Но продлить приятную поездку им не удалось. Во-первых, квартира доставила им немало хлопот. Анна-Софи считала, что прежние хозяева совсем запустили ее, и стремилась избавиться от всех следов их пребывания – ведь она не кто-нибудь, а антиквар! Поэтому пришлось не только перекрашивать стены, но и приводить в порядок все остальное, однако работы отставали от графика, а переезд был намечен за неделю до свадьбы.
Кроме того, в четверг ожидалось прибытие матери Тима, опередившей всех прочих гостей из Америки. Она собиралась побывать в Брюсселе у родных, слишком дальних, чтобы приглашать их на свадьбу, окунуться в почти забытый мир французского языка, побродить по магазинам и, конечно, помочь Тиму, Анне-Софи и ее матери, с которой Сесиль не терпелось встретиться. Она прочла одну или две книги Эстеллы, стараясь не составить предвзятого мнения о бедняжке Анне-Софи, которая, несомненно, ничем не походила на их героинь.

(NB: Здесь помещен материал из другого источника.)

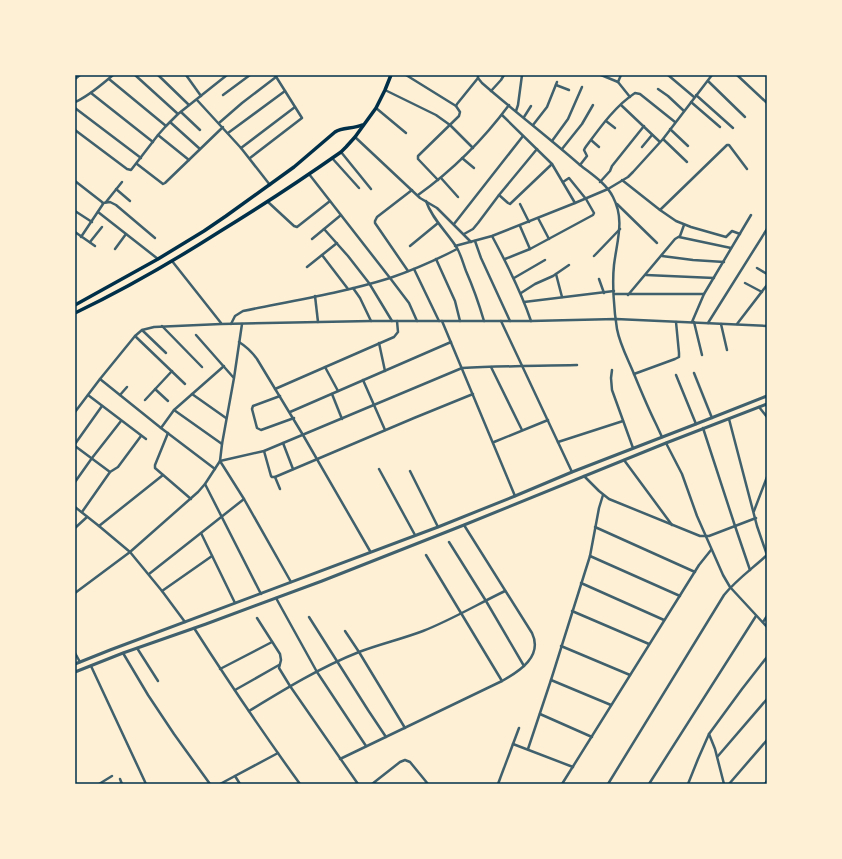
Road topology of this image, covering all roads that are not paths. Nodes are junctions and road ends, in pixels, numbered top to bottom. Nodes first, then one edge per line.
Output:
1 (80, 75) edge
2 (113, 75) edge
3 (135, 75) edge
4 (158, 75) edge
5 (186, 75) edge
6 (193, 75) edge
7 (227, 75) edge
8 (250, 75) edge
9 (391, 75) edge
10 (406, 75) edge
11 (504, 75) edge
12 (522, 75) edge
13 (601, 75) edge
14 (621, 75) edge
15 (668, 75) edge
16 (712, 75) edge
17 (737, 75) edge
18 (275, 76) edge
19 (478, 77) edge
20 (109, 78) junction
21 (188, 78) junction
22 (75, 79) edge
23 (708, 80) junction
24 (618, 82) junction
25 (582, 87) dead end
26 (658, 89) dead end
27 (285, 90) junction
28 (385, 90) junction
29 (569, 90) dead end
30 (491, 91) junction
31 (91, 93) junction
32 (223, 95) dead end
33 (201, 96) junction
34 (695, 96) junction
35 (630, 98) junction
36 (197, 100) junction
37 (75, 102) edge
38 (691, 102) junction
39 (767, 103) edge
40 (189, 105) junction
41 (510, 105) junction
42 (593, 105) dead end
43 (621, 105) junction
44 (456, 106) junction
45 (531, 106) dead end
46 (295, 107) junction
47 (75, 108) edge
48 (376, 108) junction
49 (516, 111) junction
50 (684, 111) junction
51 (179, 113) junction
52 (502, 115) junction
53 (524, 117) junction
54 (745, 117) dead end
55 (606, 121) junction
56 (170, 122) junction
57 (675, 122) junction
58 (219, 123) junction
59 (363, 125) junction
60 (450, 125) junction
61 (533, 125) junction
62 (166, 126) junction
63 (644, 126) junction
64 (223, 127) junction
65 (720, 127) dead end
66 (615, 128) dead end
67 (733, 128) dead end
68 (670, 129) junction
69 (75, 130) edge
70 (200, 130) dead end
71 (228, 133) junction
72 (406, 133) dead end
73 (158, 135) junction
74 (652, 135) junction
75 (523, 136) junction
76 (355, 137) junction
77 (663, 139) junction
78 (591, 140) junction
79 (552, 141) junction
80 (153, 142) junction
81 (660, 142) junction
82 (688, 146) dead end
83 (599, 147) dead end
84 (642, 147) dead end
85 (241, 148) junction
86 (473, 148) junction
87 (200, 149) junction
88 (537, 149) junction
89 (562, 149) junction
90 (341, 152) junction
91 (141, 158) junction
92 (250, 158) junction
93 (332, 158) junction
94 (462, 158) junction
95 (189, 160) junction
96 (687, 162) dead end
97 (137, 164) junction
98 (552, 164) junction
99 (580, 165) junction
100 (474, 168) dead end
101 (747, 170) dead end
102 (309, 174) junction
103 (441, 178) junction
104 (438, 180) junction
105 (622, 180) junction
106 (75, 181) edge
107 (122, 182) dead end
108 (563, 182) junction
109 (600, 182) junction
110 (270, 184) junction
111 (359, 188) dead end
112 (116, 189) junction
113 (371, 189) dead end
114 (608, 189) junction
115 (412, 190) junction
116 (499, 195) junction
117 (418, 196) junction
118 (458, 197) dead end
119 (586, 199) junction
120 (130, 201) dead end
121 (330, 201) junction
122 (426, 201) junction
123 (268, 202) junction
124 (104, 203) junction
125 (576, 203) junction
126 (520, 204) dead end
127 (616, 204) junction
128 (660, 210) junction
129 (75, 211) edge
130 (98, 212) junction
131 (341, 215) junction
132 (751, 216) dead end
133 (538, 218) junction
134 (92, 222) junction
135 (529, 222) junction
136 (438, 223) junction
137 (454, 224) junction
138 (684, 225) junction
139 (520, 226) junction
140 (102, 227) dead end
141 (324, 229) junction
142 (620, 229) junction
143 (767, 230) edge
144 (75, 232) edge
145 (126, 234) junction
146 (464, 234) junction
147 (740, 234) junction
148 (492, 236) junction
149 (82, 237) junction
150 (679, 237) junction
151 (156, 238) dead end
152 (312, 239) dead end
153 (549, 239) junction
154 (476, 241) junction
155 (90, 242) junction
156 (471, 242) junction
157 (657, 242) dead end
158 (337, 243) junction
159 (96, 246) dead end
160 (410, 246) dead end
161 (455, 246) junction
162 (731, 248) junction
163 (115, 249) dead end
164 (458, 249) junction
165 (530, 249) junction
166 (322, 255) junction
167 (594, 256) dead end
168 (661, 256) junction
169 (158, 259) junction
170 (436, 259) junction
171 (505, 259) junction
172 (545, 260) dead end
173 (172, 261) junction
174 (724, 262) junction
175 (569, 265) dead end
176 (307, 267) dead end
177 (757, 268) dead end
178 (414, 269) junction
179 (408, 271) junction
180 (556, 274) junction
181 (767, 274) edge
182 (645, 275) junction
183 (390, 278) junction
184 (514, 278) junction
185 (714, 278) junction
186 (599, 279) dead end
187 (369, 283) junction
188 (745, 283) dead end
189 (767, 285) edge
190 (353, 288) junction
191 (348, 289) junction
192 (762, 292) junction
193 (520, 293) junction
194 (604, 293) junction
195 (614, 293) junction
196 (628, 294) junction
197 (704, 294) junction
198 (315, 296) junction
199 (562, 297) junction
200 (524, 302) junction
201 (75, 305) edge
202 (75, 313) edge
203 (616, 319) junction
204 (370, 321) junction
205 (392, 321) junction
206 (397, 321) junction
207 (417, 321) junction
208 (441, 321) junction
209 (460, 321) junction
210 (484, 321) junction
211 (501, 321) junction
212 (510, 321) junction
213 (530, 321) junction
214 (318, 322) junction
215 (676, 322) junction
216 (693, 322) junction
217 (708, 323) junction
218 (222, 324) junction
219 (231, 324) junction
220 (242, 324) junction
221 (722, 324) junction
222 (737, 324) junction
223 (162, 326) junction
224 (767, 326) edge
225 (142, 330) junction
226 (196, 335) dead end
227 (135, 336) junction
228 (239, 342) junction
229 (451, 342) junction
230 (379, 343) junction
231 (727, 350) dead end
232 (166, 353) dead end
233 (702, 355) dead end
234 (578, 365) dead end
235 (224, 366) junction
236 (202, 367) dead end
237 (326, 367) junction
238 (491, 367) junction
239 (522, 367) junction
240 (462, 368) junction
241 (612, 370) dead end
242 (172, 371) junction
243 (385, 371) junction
244 (694, 373) dead end
245 (634, 374) junction
246 (676, 375) dead end
247 (234, 378) junction
248 (100, 379) junction
249 (363, 380) junction
250 (185, 384) dead end
251 (127, 387) dead end
252 (155, 388) junction
253 (275, 389) junction
254 (338, 391) junction
255 (192, 394) junction
256 (332, 394) junction
257 (473, 394) junction
258 (88, 395) junction
259 (120, 395) junction
260 (280, 396) junction
261 (767, 396) edge
262 (145, 400) dead end
263 (168, 401) dead end
264 (767, 404) edge
265 (102, 406) junction
266 (374, 406) junction
267 (759, 407) junction
268 (174, 410) junction
269 (75, 412) edge
270 (290, 412) junction
271 (767, 417) edge
272 (226, 418) junction
273 (294, 418) junction
274 (712, 418) junction
275 (342, 419) junction
276 (729, 419) junction
277 (548, 420) junction
278 (121, 421) junction
279 (623, 421) junction
280 (696, 424) junction
281 (161, 428) junction
282 (703, 428) junction
283 (385, 430) junction
284 (522, 430) junction
285 (168, 433) junction
286 (303, 434) junction
287 (141, 436) junction
288 (662, 437) junction
289 (146, 439) dead end
290 (494, 442) junction
291 (558, 442) junction
292 (283, 443) junction
293 (666, 443) junction
294 (222, 444) junction
295 (75, 445) edge
296 (634, 448) junction
297 (264, 451) junction
298 (92, 458) junction
299 (318, 459) junction
300 (624, 459) junction
301 (220, 461) junction
302 (215, 469) junction
303 (293, 469) junction
304 (379, 469) dead end
305 (410, 471) dead end
306 (110, 472) junction
307 (572, 472) junction
308 (163, 475) junction
309 (584, 476) junction
310 (276, 477) junction
311 (767, 477) edge
312 (75, 482) edge
313 (205, 484) junction
314 (280, 489) dead end
315 (603, 495) junction
316 (516, 496) junction
317 (191, 498) junction
318 (244, 499) junction
319 (75, 507) edge
320 (82, 512) junction
321 (754, 512) junction
322 (87, 516) junction
323 (222, 517) junction
324 (756, 518) junction
325 (464, 525) junction
326 (672, 525) junction
327 (99, 526) junction
328 (735, 526) junction
329 (438, 527) junction
330 (596, 527) junction
331 (75, 528) edge
332 (200, 533) junction
333 (415, 535) junction
334 (706, 536) junction
335 (449, 542) dead end
336 (711, 550) junction
337 (370, 551) junction
338 (130, 552) junction
339 (426, 555) dead end
340 (767, 555) edge
341 (212, 556) junction
342 (590, 556) junction
343 (750, 570) junction
344 (318, 571) junction
345 (695, 572) junction
346 (149, 574) junction
347 (322, 581) junction
348 (291, 582) junction
349 (581, 583) junction
350 (730, 587) junction
351 (162, 591) junction
352 (505, 591) junction
353 (75, 593) edge
354 (261, 594) junction
355 (680, 596) junction
356 (276, 598) junction
357 (486, 601) junction
358 (235, 603) junction
359 (572, 611) junction
360 (461, 613) junction
361 (756, 616) junction
362 (767, 616) edge
363 (309, 617) dead end
364 (257, 618) dead end
365 (664, 620) junction
366 (185, 622) junction
367 (762, 622) junction
368 (767, 627) edge
369 (194, 628) junction
370 (345, 631) dead end
371 (272, 642) junction
372 (649, 644) junction
373 (561, 646) junction
374 (136, 648) junction
375 (359, 652) junction
376 (75, 653) edge
377 (123, 653) junction
378 (767, 657) edge
379 (80, 662) junction
380 (338, 662) junction
381 (75, 664) edge
382 (280, 664) junction
383 (91, 666) junction
384 (524, 666) junction
385 (220, 669) junction
386 (75, 672) edge
387 (316, 672) junction
388 (630, 675) junction
389 (551, 680) junction
390 (158, 681) dead end
391 (502, 681) junction
392 (290, 686) junction
393 (235, 690) junction
394 (767, 699) edge
395 (612, 705) junction
396 (249, 711) junction
397 (540, 714) junction
398 (405, 728) junction
399 (519, 728) dead end
400 (709, 734) junction
401 (386, 737) junction
402 (592, 737) junction
403 (767, 740) edge
404 (513, 744) junction
405 (366, 746) junction
406 (528, 749) junction
407 (278, 753) junction
408 (718, 756) junction
409 (340, 759) junction
410 (573, 767) junction
411 (112, 776) dead end
412 (235, 776) junction
413 (120, 779) dead end
414 (767, 782) edge
415 (100, 784) edge
416 (122, 784) edge
417 (146, 784) edge
418 (210, 784) edge
419 (220, 784) edge
420 (240, 784) edge
421 (300, 784) edge
422 (358, 784) edge
423 (372, 784) edge
424 (428, 784) edge
425 (498, 784) edge
426 (562, 784) edge
427 (608, 784) edge
428 (649, 784) edge
429 (688, 784) edge
430 (724, 784) edge
431 (729, 784) edge
432 (765, 784) edge

1 - 22 street
2 - 20 street
3 - 51 street
4 - 40 street
5 - 21 street
6 - 21 street
7 - 33 street
8 - 32 street
9 - 28 main road
10 - 44 street
11 - 30 street
12 - 49 street
13 - 24 street
14 - 24 street
15 - 34 street
16 - 23 street
17 - 39 street
18 - 27 street
18 - 58 street
19 - 30 street
19 - 44 street
20 - 31 street
20 - 62 street
21 - 33 street
23 - 34 street
23 - 54 street
24 - 35 street
25 - 79 street
26 - 50 street
27 - 46 street
27 - 71 street
28 - 48 main road
28 - 60 street
29 - 61 street
30 - 41 street
31 - 37 street
31 - 80 street
33 - 36 street
34 - 38 street
34 - 67 street
35 - 43 street
35 - 57 street
36 - 40 street
36 - 58 street
38 - 50 street
38 - 65 street
40 - 51 street
41 - 49 street
41 - 52 street
42 - 89 street
43 - 55 street
43 - 63 street
44 - 60 street
45 - 53 street
46 - 85 street
46 - 92 street
47 - 91 street
48 - 59 main road
48 - 72 street
49 - 53 street
50 - 57 street
51 - 56 street
51 - 70 street
52 - 75 street
52 - 86 street
53 - 61 street
55 - 66 street
55 - 78 street
56 - 62 street
56 - 87 street
57 - 68 street
58 - 64 street
59 - 76 main road
59 - 110 main road
60 - 86 street
60 - 104 street
61 - 79 street
62 - 73 street
63 - 74 street
63 - 109 street
64 - 71 street
64 - 87 street
68 - 77 street
68 - 82 street
69 - 97 street
71 - 85 street
73 - 80 street
73 - 95 street
74 - 81 street
74 - 84 street
75 - 88 street
75 - 137 street
76 - 90 main road
76 - 115 street
77 - 81 street
77 - 96 street
78 - 83 street
78 - 99 street
79 - 89 street
80 - 91 street
81 - 105 street
85 - 92 street
86 - 94 street
87 - 95 street
88 - 98 street
88 - 116 street
89 - 99 street
90 - 93 main road
90 - 113 street
91 - 97 street
92 - 110 street
93 - 102 main road
93 - 111 street
94 - 100 street
94 - 103 street
95 - 97 street
98 - 108 street
98 - 116 street
99 - 109 street
101 - 128 street
102 - 121 street
102 - 123 main road
103 - 104 street
103 - 118 street
104 - 117 street
105 - 114 street
105 - 128 street
106 - 124 street
107 - 112 street
108 - 119 street
108 - 125 street
109 - 114 street
110 - 169 main road
112 - 120 street
112 - 124 street
114 - 119 street
114 - 127 street
115 - 117 street
115 - 179 street
116 - 146 street
117 - 122 street
119 - 125 street
119 - 153 street
121 - 123 street
121 - 131 street
122 - 136 street
122 - 137 street
123 - 173 main road
124 - 130 street
124 - 151 street
125 - 133 street
126 - 135 street
127 - 142 street
127 - 157 street
128 - 138 street
129 - 134 street
130 - 134 street
130 - 145 street
131 - 141 street
131 - 183 street
132 - 147 street
133 - 135 street
133 - 153 street
134 - 149 street
135 - 139 street
136 - 160 street
136 - 161 street
137 - 146 street
138 - 147 street
138 - 150 street
139 - 148 street
139 - 165 street
140 - 155 street
141 - 152 street
141 - 158 street
142 - 167 street
142 - 195 street
143 - 217 street
144 - 149 street
145 - 163 street
145 - 169 street
146 - 156 street
147 - 162 street
148 - 154 street
148 - 171 street
149 - 155 street
150 - 162 street
150 - 168 street
153 - 165 street
154 - 156 street
154 - 212 street
155 - 159 street
156 - 161 street
158 - 166 street
158 - 187 street
161 - 164 street
162 - 174 street
164 - 170 street
164 - 210 street
165 - 171 street
166 - 176 street
166 - 191 street
168 - 174 street
168 - 182 street
169 - 201 main road
170 - 178 street
170 - 209 street
171 - 184 street
172 - 184 street
173 - 202 main road
173 - 218 street
174 - 185 street
175 - 180 street
177 - 181 street
178 - 179 street
178 - 208 street
179 - 183 street
180 - 193 street
180 - 199 street
182 - 185 street
182 - 196 street
183 - 187 street
183 - 207 street
184 - 193 street
185 - 197 street
186 - 194 street
187 - 190 street
187 - 205 street
188 - 192 street
189 - 192 street
190 - 191 street
190 - 204 street
191 - 198 street
192 - 222 street
193 - 200 street
194 - 195 street
194 - 199 street
195 - 196 street
195 - 203 street
196 - 197 street
197 - 216 street
198 - 214 street
198 - 219 street
199 - 200 street
200 - 213 street
203 - 213 street
203 - 215 street
203 - 245 street
204 - 205 street
204 - 214 street
205 - 206 street
206 - 207 street
206 - 230 street
207 - 208 street
208 - 209 street
208 - 229 street
209 - 210 street
210 - 211 street
211 - 212 street
211 - 239 street
212 - 213 street
214 - 220 street
215 - 216 street
215 - 245 street
216 - 217 street
216 - 233 street
217 - 221 street
218 - 219 street
218 - 223 street
219 - 220 street
220 - 228 street
221 - 222 street
221 - 231 street
222 - 224 street
223 - 225 street
223 - 236 street
225 - 227 street
225 - 232 street
226 - 235 street
227 - 242 street
227 - 248 street
228 - 247 street
228 - 253 street
229 - 240 street
229 - 243 street
230 - 237 street
230 - 243 street
234 - 239 street
235 - 247 street
235 - 255 street
237 - 253 street
237 - 254 street
238 - 239 street
238 - 240 street
238 - 284 street
239 - 277 street
240 - 257 street
240 - 266 street
241 - 279 street
242 - 250 street
242 - 252 street
243 - 249 street
244 - 274 street
245 - 288 street
246 - 280 street
247 - 272 street
248 - 258 street
248 - 259 street
249 - 254 street
249 - 266 street
251 - 259 street
252 - 262 street
252 - 263 street
253 - 260 street
254 - 256 street
255 - 268 street
255 - 272 street
256 - 270 street
256 - 275 street
257 - 283 street
257 - 290 street
258 - 265 street
258 - 269 street
259 - 281 street
260 - 270 street
260 - 273 street
261 - 274 street
264 - 267 street
265 - 278 street
265 - 295 street
266 - 275 street
266 - 283 street
267 - 271 street
267 - 276 street
268 - 281 street
268 - 294 street
270 - 273 street
272 - 294 street
273 - 286 street
274 - 280 street
275 - 286 street
276 - 282 street
276 - 321 street
277 - 284 street
277 - 291 street
278 - 287 street
278 - 298 street
279 - 291 street
279 - 296 street
280 - 288 street
281 - 285 street
282 - 293 street
282 - 328 street
283 - 299 street
284 - 290 street
285 - 302 street
285 - 308 street
286 - 292 street
286 - 299 street
287 - 289 street
287 - 306 street
288 - 296 street
290 - 316 street
291 - 307 street
292 - 297 street
292 - 303 street
293 - 300 street
293 - 334 street
294 - 301 street
295 - 298 street
296 - 307 street
297 - 301 street
297 - 310 street
298 - 306 street
298 - 312 street
299 - 303 street
299 - 337 street
300 - 309 street
300 - 326 street
301 - 302 street
301 - 318 street
302 - 313 street
303 - 310 street
304 - 333 street
305 - 329 street
306 - 320 street
307 - 316 street
308 - 317 street
308 - 327 street
309 - 315 street
309 - 325 street
310 - 314 street
311 - 321 street
313 - 317 street
313 - 323 street
315 - 326 street
315 - 330 street
316 - 329 street
317 - 338 street
318 - 323 street
318 - 348 street
319 - 320 street
320 - 322 street
321 - 324 street
322 - 327 street
322 - 331 street
323 - 332 street
323 - 354 street
324 - 328 street
324 - 340 street
325 - 347 street
325 - 352 street
326 - 334 street
327 - 338 street
328 - 334 street
328 - 343 street
329 - 333 street
330 - 342 street
330 - 345 street
332 - 341 street
332 - 346 street
333 - 337 street
334 - 336 street
335 - 357 street
336 - 345 street
336 - 350 street
337 - 344 street
338 - 346 street
338 - 353 street
339 - 360 street
340 - 343 street
341 - 351 street
341 - 358 street
342 - 349 street
342 - 355 street
343 - 350 street
344 - 347 street
344 - 348 street
345 - 355 street
346 - 351 street
347 - 356 street
348 - 354 street
349 - 359 street
349 - 365 street
350 - 361 street
350 - 427 street
351 - 366 street
352 - 357 street
352 - 384 street
354 - 358 street
355 - 365 street
356 - 369 street
356 - 387 street
357 - 360 street
357 - 384 street
358 - 366 street
359 - 372 street
359 - 373 street
360 - 375 street
360 - 391 street
361 - 367 street
361 - 428 street
362 - 367 street
363 - 380 street
364 - 371 street
365 - 372 street
366 - 379 street
367 - 368 street
369 - 374 street
369 - 385 street
370 - 375 street
371 - 382 street
371 - 385 street
372 - 388 street
373 - 388 street
373 - 389 street
374 - 377 street
374 - 390 street
375 - 380 street
375 - 398 street
376 - 379 street
377 - 383 street
377 - 418 street
378 - 400 street
379 - 381 street
380 - 387 street
380 - 401 street
382 - 392 street
382 - 393 street
383 - 386 street
383 - 417 street
384 - 391 street
385 - 393 street
387 - 392 street
387 - 405 street
388 - 395 street
389 - 395 street
389 - 397 street
391 - 398 street
392 - 396 street
392 - 409 street
393 - 396 street
394 - 408 street
395 - 402 street
396 - 407 street
397 - 402 street
397 - 406 street
398 - 401 street
399 - 404 street
400 - 408 street
400 - 429 street
401 - 405 street
402 - 410 street
403 - 431 street
404 - 406 street
404 - 425 street
405 - 409 street
406 - 410 street
407 - 412 street
407 - 421 street
408 - 430 street
409 - 422 street
410 - 426 street
411 - 415 street
412 - 419 street
412 - 420 street
413 - 416 street
414 - 432 street
423 - 424 street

Несмотря на привязанность к матери, Тим не слишком радовался ее предстоящему приезду. Мать для него была еще одним человеком, за которого он нес ответственность. К таким людям он относил Анну-Софи, а еще – Крея, Делию, Клару и даже Габриеля Биллера, поскольку арест последнего лежал на его совести. Он надеялся, что его мать приятно проведет время, что они с Анной-Софи понравятся друг другу, что Сесиль и Эстелла подружатся, что его мать поладит с отцом и его второй женой, что каким-то образом он разберется с делом Габриеля, исцелится от гложущего желания, которое вспыхивало в нем всякий раз, когда он видел Клару Холли или думал о ней, что журнал «Доверие» опубликует его статью о растущей неприязни французов к американцам, что «Мир путешествий» заинтересуется его заметками о поездке в Арль, что он выберет время для посещения испанских монастырей – но когда же, черт возьми? – и что его отец здоров, несмотря на эмфизему. Эти беспокойства в беспорядке, как шарики пенопласта из разломленной плиты, выскакивали на поверхность его обычных мыслей и подолгу не исчезали, мешая Тиму спать ночью и сосредоточиться днем.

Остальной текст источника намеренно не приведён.